Story by DANNY MOGLE // Photos by SARAH A. MILLER // May/June 2017
Joel Ruark is ready for an adrenaline rush. He straps himself on a colorful wakeboard and jumps from a platform into a small, manmade lake. He grabs a handle suspended from a cable overhead and signals that he’s ready to go.
The rig propels him toward a white ramp jutting out of the water. He hits the ramp (known in wakeboarding lingo as a kicker) and soars sky high into the air.
Ruark, a drilling company operations manager, is the man behind The Levee Wake, a private wakeboarding site near Bullard, Texas, that virtually nobody knows exists.
It may be the best-kept secret in East Texas.
When Ruark started wakeboarding eight years ago, he and his friends had to take a boat out on a lake and be pulled behind it like a skier. Even then, there were no places in the area to satisfy the daredevil in them. They wanted to do inverts and grabs off kickers, skid along the tops of half-submerged barrels and plummet down thin rails — just like thrill-seeking snowboarders and skateboarders were doing.
Unlike water skiing, wakeboarding uses a single board that resembles a snowboard. Riders use straps or attached boots to stay on the board as they speed across the water and do tricks.
By some accounts, about 3 million people go wakeboarding at least a few times each year either as riders behind motorboats or increasingly at cable parks where the wakeboarder is attached to a permanent overhead cable system that stretches across the water and connects to fixed towers.
Thanks to the growing number of cable parks and the popularity of televised wakeboard trick competitions, wakeboarding has become one of the fastest growing water sports in the United States.

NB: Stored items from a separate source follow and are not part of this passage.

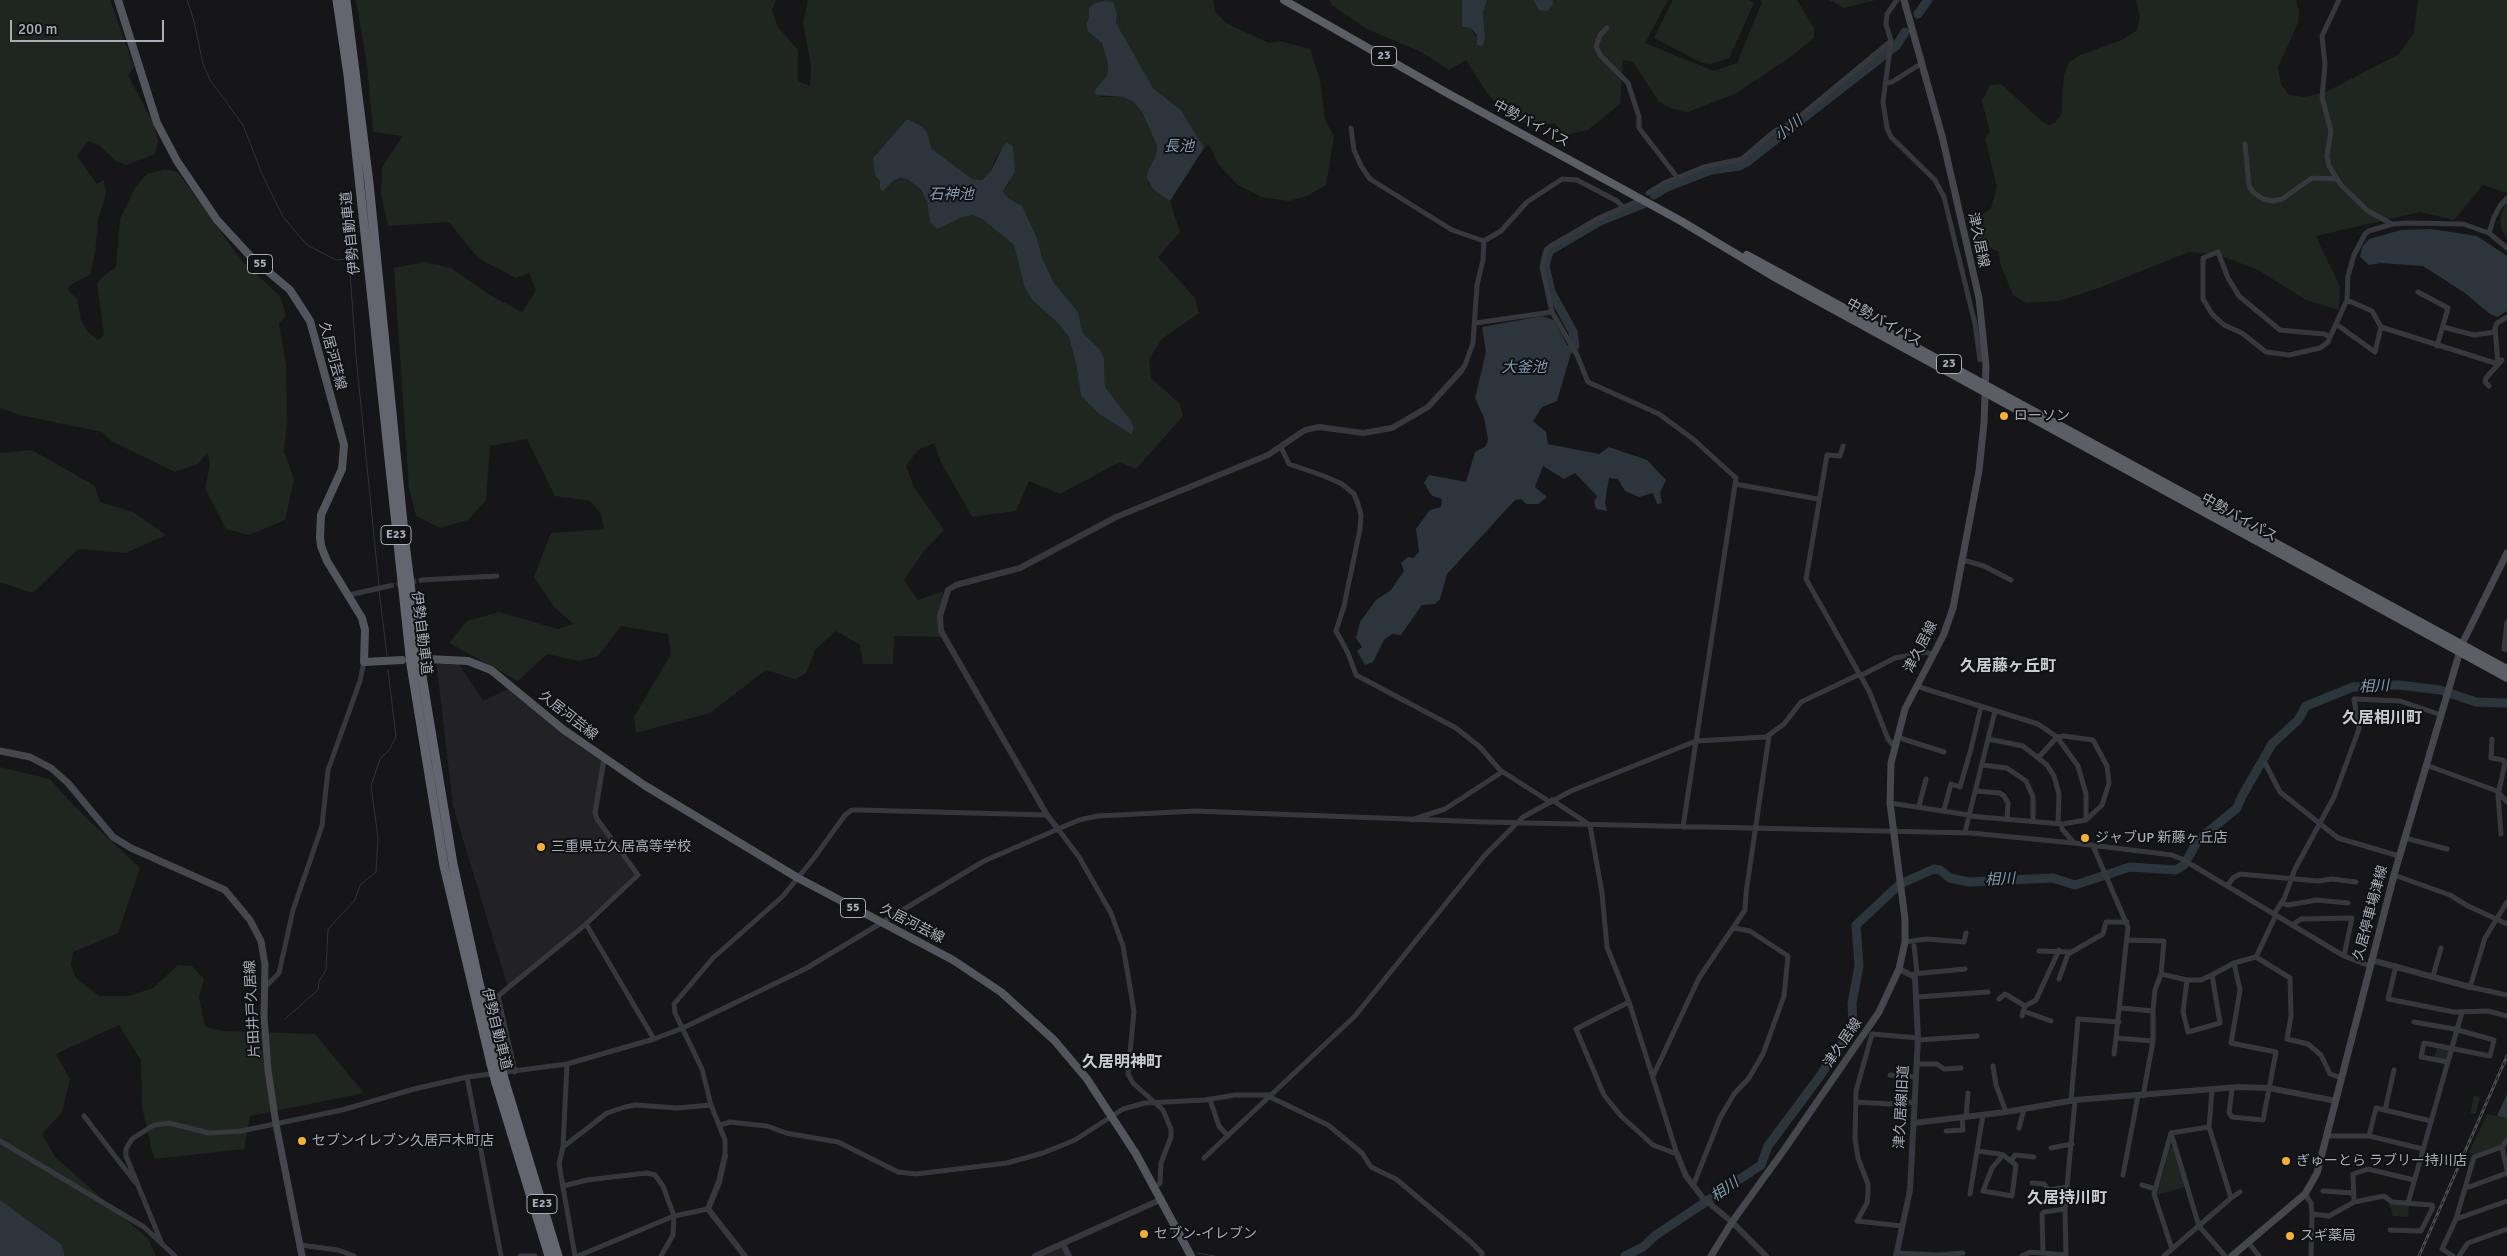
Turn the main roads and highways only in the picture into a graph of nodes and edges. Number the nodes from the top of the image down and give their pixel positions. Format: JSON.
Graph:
{"nodes":[{"id":1,"x":118,"y":0,"type":"edge"},
{"id":2,"x":337,"y":0,"type":"edge"},
{"id":3,"x":346,"y":0,"type":"edge"},
{"id":4,"x":1284,"y":0,"type":"edge"},
{"id":5,"x":1904,"y":0,"type":"edge"},
{"id":6,"x":1436,"y":85,"type":"junction"},
{"id":7,"x":1986,"y":383,"type":"junction"},
{"id":8,"x":1985,"y":393,"type":"junction"},
{"id":9,"x":2507,"y":553,"type":"edge"},
{"id":10,"x":2462,"y":644,"type":"junction"},
{"id":11,"x":2459,"y":654,"type":"junction"},
{"id":12,"x":428,"y":659,"type":"dead end"},
{"id":13,"x":402,"y":660,"type":"dead end"},
{"id":14,"x":2507,"y":669,"type":"edge"},
{"id":15,"x":2507,"y":678,"type":"edge"},
{"id":16,"x":0,"y":751,"type":"edge"},
{"id":17,"x":496,"y":1064,"type":"junction"},
{"id":18,"x":521,"y":1154,"type":"junction"},
{"id":19,"x":302,"y":1256,"type":"edge"},
{"id":20,"x":549,"y":1256,"type":"edge"},
{"id":21,"x":558,"y":1256,"type":"edge"},
{"id":22,"x":1191,"y":1256,"type":"edge"},
{"id":23,"x":1711,"y":1256,"type":"edge"},
{"id":24,"x":2232,"y":1256,"type":"edge"}],
"edges":[{"from":1,"to":13,"type":"main road","name":"久居河芸線","number":"55"},
{"from":2,"to":17,"type":"highway","name":"伊勢自動車道","number":"E23"},
{"from":3,"to":17,"type":"highway","name":"伊勢自動車道","number":"E23"},
{"from":4,"to":6,"type":"highway","name":"中勢バイパス","number":"23"},
{"from":5,"to":7,"type":"main road","name":"津久居線"},
{"from":6,"to":7,"type":"highway","name":"中勢バイパス","number":"23"},
{"from":6,"to":8,"type":"highway","name":"中勢バイパス","number":"23"},
{"from":7,"to":8,"type":"main road","name":"津久居線"},
{"from":7,"to":10,"type":"highway","name":"中勢バイパス","number":"23"},
{"from":8,"to":11,"type":"highway","name":"中勢バイパス","number":"23"},
{"from":8,"to":23,"type":"main road","name":"津久居線"},
{"from":9,"to":10,"type":"main road","name":"久居停車場津線"},
{"from":10,"to":11,"type":"main road","name":"久居停車場津線"},
{"from":10,"to":14,"type":"highway","name":"中勢バイパス","number":"23"},
{"from":11,"to":15,"type":"highway","name":"中勢バイパス","number":"23"},
{"from":11,"to":24,"type":"main road","name":"久居停車場津線"},
{"from":12,"to":22,"type":"main road","name":"久居河芸線","number":"55"},
{"from":16,"to":19,"type":"main road","name":"片田井戸久居線"},
{"from":17,"to":18,"type":"highway","name":"伊勢自動車道","number":"E23","bridge":true},
{"from":18,"to":20,"type":"highway","name":"伊勢自動車道","number":"E23"},
{"from":18,"to":21,"type":"highway","name":"伊勢自動車道","number":"E23"}]}
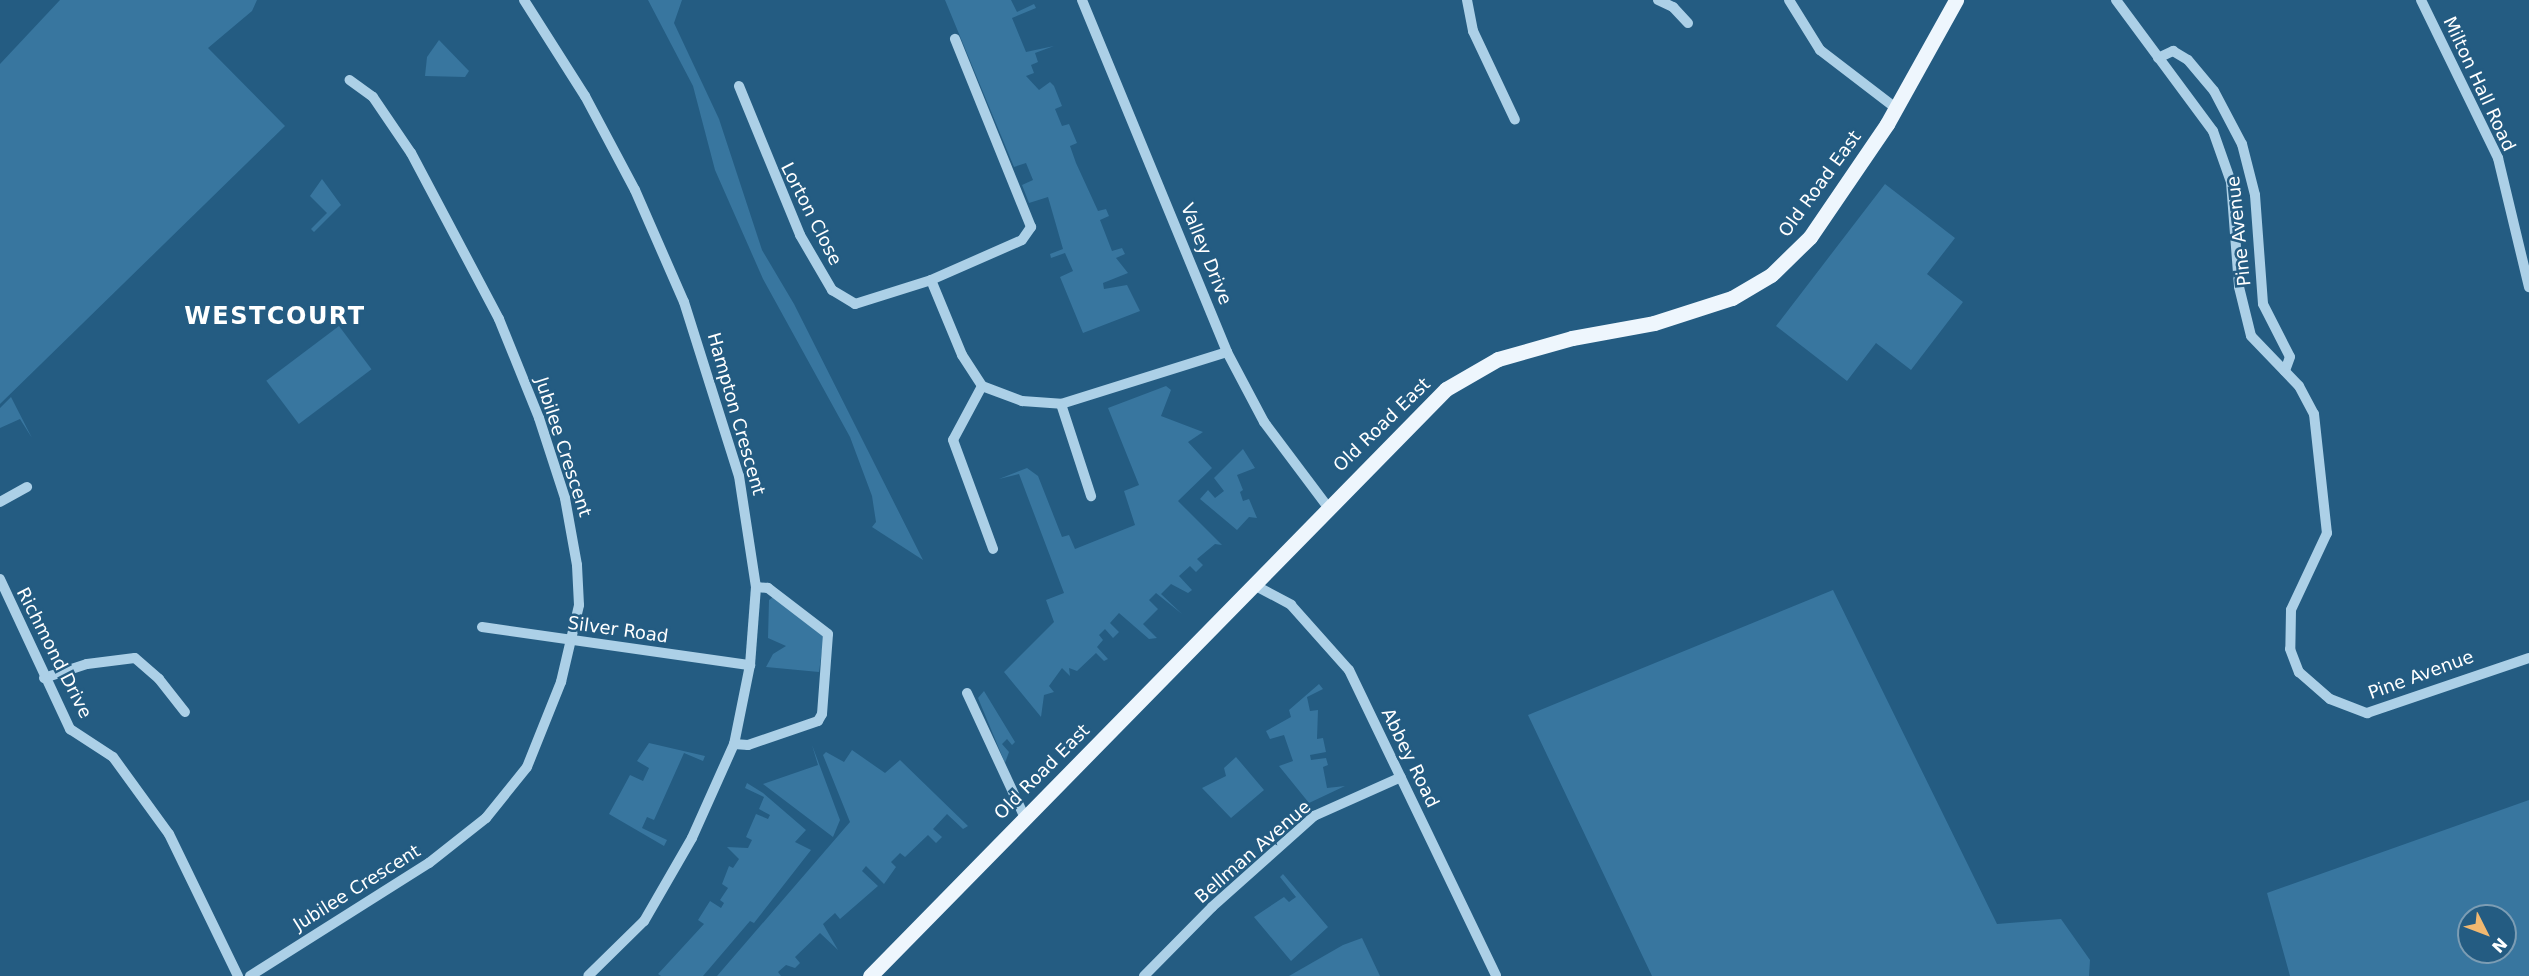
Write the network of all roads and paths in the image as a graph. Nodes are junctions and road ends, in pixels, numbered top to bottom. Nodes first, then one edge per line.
1 (524, 0) edge
2 (1082, 0) edge
3 (1467, 0) edge
4 (1658, 0) edge
5 (1790, 0) edge
6 (1956, 0) edge
7 (2116, 0) edge
8 (2421, 0) edge
9 (1688, 23) dead end
10 (955, 39) dead end
11 (2158, 58) junction
12 (350, 80) dead end
13 (739, 86) dead end
14 (1897, 109) junction
15 (1515, 120) dead end
16 (931, 280) junction
17 (2529, 287) edge
18 (1227, 352) junction
19 (2285, 371) junction
20 (982, 386) junction
21 (1061, 404) junction
22 (27, 487) dead end
23 (1091, 496) dead end
24 (0, 502) edge
25 (1327, 506) junction
26 (993, 549) dead end
27 (0, 579) edge
28 (1256, 586) junction
29 (756, 587) junction
30 (482, 627) dead end
31 (572, 640) junction
32 (2529, 658) edge
33 (750, 665) junction
34 (44, 678) junction
35 (967, 693) dead end
36 (185, 712) dead end
37 (734, 744) junction
38 (1401, 777) junction
39 (1024, 816) junction
40 (238, 976) edge
41 (250, 976) edge
42 (588, 976) edge
43 (870, 976) edge
44 (1144, 976) edge
45 (1496, 976) edge

1 - 29 street, Hampton Crescent
2 - 18 street, Valley Drive
3 - 15 street
4 - 9 street
5 - 14 street
6 - 14 main road, Old Road East
7 - 11 street, Pine Avenue
8 - 17 street, Milton Hall Road
10 - 16 street, Lorton Close
11 - 19 street, Pine Avenue
11 - 19 street, Pine Avenue
12 - 31 street, Jubilee Crescent
13 - 16 street, Lorton Close
14 - 25 main road, Old Road East
16 - 20 street
18 - 21 street
18 - 25 street, Valley Drive
19 - 32 street, Pine Avenue
20 - 21 street
20 - 26 street
21 - 23 street
22 - 24 street
25 - 28 main road, Old Road East
27 - 34 street, Richmond Drive
28 - 38 street, Abbey Road
28 - 39 main road, Old Road East
29 - 33 street, Hampton Crescent
29 - 37 street
30 - 31 street, Silver Road
31 - 33 street, Silver Road
31 - 41 street, Jubilee Crescent
33 - 37 street, Hampton Crescent
34 - 36 street
34 - 40 street, Richmond Drive
35 - 39 street
37 - 42 street, Hampton Crescent
38 - 44 street, Bellman Avenue
38 - 45 street, Abbey Road
39 - 43 main road, Old Road East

“For many years, there were just two wakeboard cable parks in the U.S., one in Orlando and one in San Marcos,” Ruark says. “But between 2010 and 2014, Texas became the home to nine commercial wakeboard cable parks.”
One of those parks is Barefoot Ski Ranch in Waco. The 400-acre park — one of the largest in the nation — has a clubhouse, multiple lakes, water slides, sand volleyball courts, a cable system that accommodates several riders at once, cabins and a “lazy river” for tubing.
Ruark began to dream about bringing something like that to East Texas. Anthony “Turbo” Ruch, Barefoot’s manager and a world-class wakeboarder, agreed to work with Ruark to open a park.
“We walked several (potential) properties and examined economics,” Ruark says. After some investors lost interest, the initial effort never got off the ground.
Ruark was ready to put aside the idea when Turbo suggested opening a private park using a two-tower cable system that had just been developed. It would require a fraction of the size and cost of a large commercial park.
Excited about relaunching the project, Ruark began looking at sites near his home on Lake Palestine.
“Then one afternoon a listing (of property) came up that was only one mile off of my drive to work every morning. I immediately ran over and took a look and I immediately fell in love with the place and put it under contract that day. We began working on the details of lake design, course design and construction plan as well as reaching out to contacts in the wakeboard industry for sponsorship and support.”
It turns out that representatives of Hyperlite, one of the biggest names in the business, wanted a place where they could go and be undisturbed while shooting promotional materials featuring wakeboarders in action using their products.
“They wanted use of the facility for training, product catalog shoots and development,” Ruark says. “We have had the park sponsorship from them and it has really helped out.”
With Hyperlite’s support and Turbo’s experience, Ruark created a facility with features for professional-level wakeboarders. Work began in January of 2015 and nine months later The Levee Wake was ready.
“Our lake is a bi-level, which is unique to the sport and to cable,” Ruark says. To get from the lower level to the upper level, which is several feet higher, wakeboarders have to hit the kicker and fly over a levee, go up a steep embankment or skid up and over the grassy mound.
The lake — on both levels — is filled with kickers, tubes and obstacles.
In a Hyperlite product catalog, Turbo is seen showing off one of the company’s line of wakeboards. Because The Levee Wake is surrounded by a forest, it looks like he is flying through tree tops. Hyperlite’s team of wakeboarders come there to perfect tricks and try out new products.
The Levee Wake is not open to the public. Ruark is considering making it available on a limited basis for special outings or to introduce the sport to a new generation of riders.
“The cable can be set to only pull in the bottom (part of the) lake and speed is completely controllable, allowing us the ability to teach beginners,” Ruark says. “My daughter started riding the cable at 7 years old.”
The site will not be a secret much longer. “We have lots of people that stop out at the road and watch us ride. I am sure they are trying to figure out what is going on,” he says.
For Ruark and his friends, the cable park is the ultimate playground. It’s the place Ruark wished he had when he started wakeboarding years ago.
“For us, this is having fun. It allows me to do what I love.”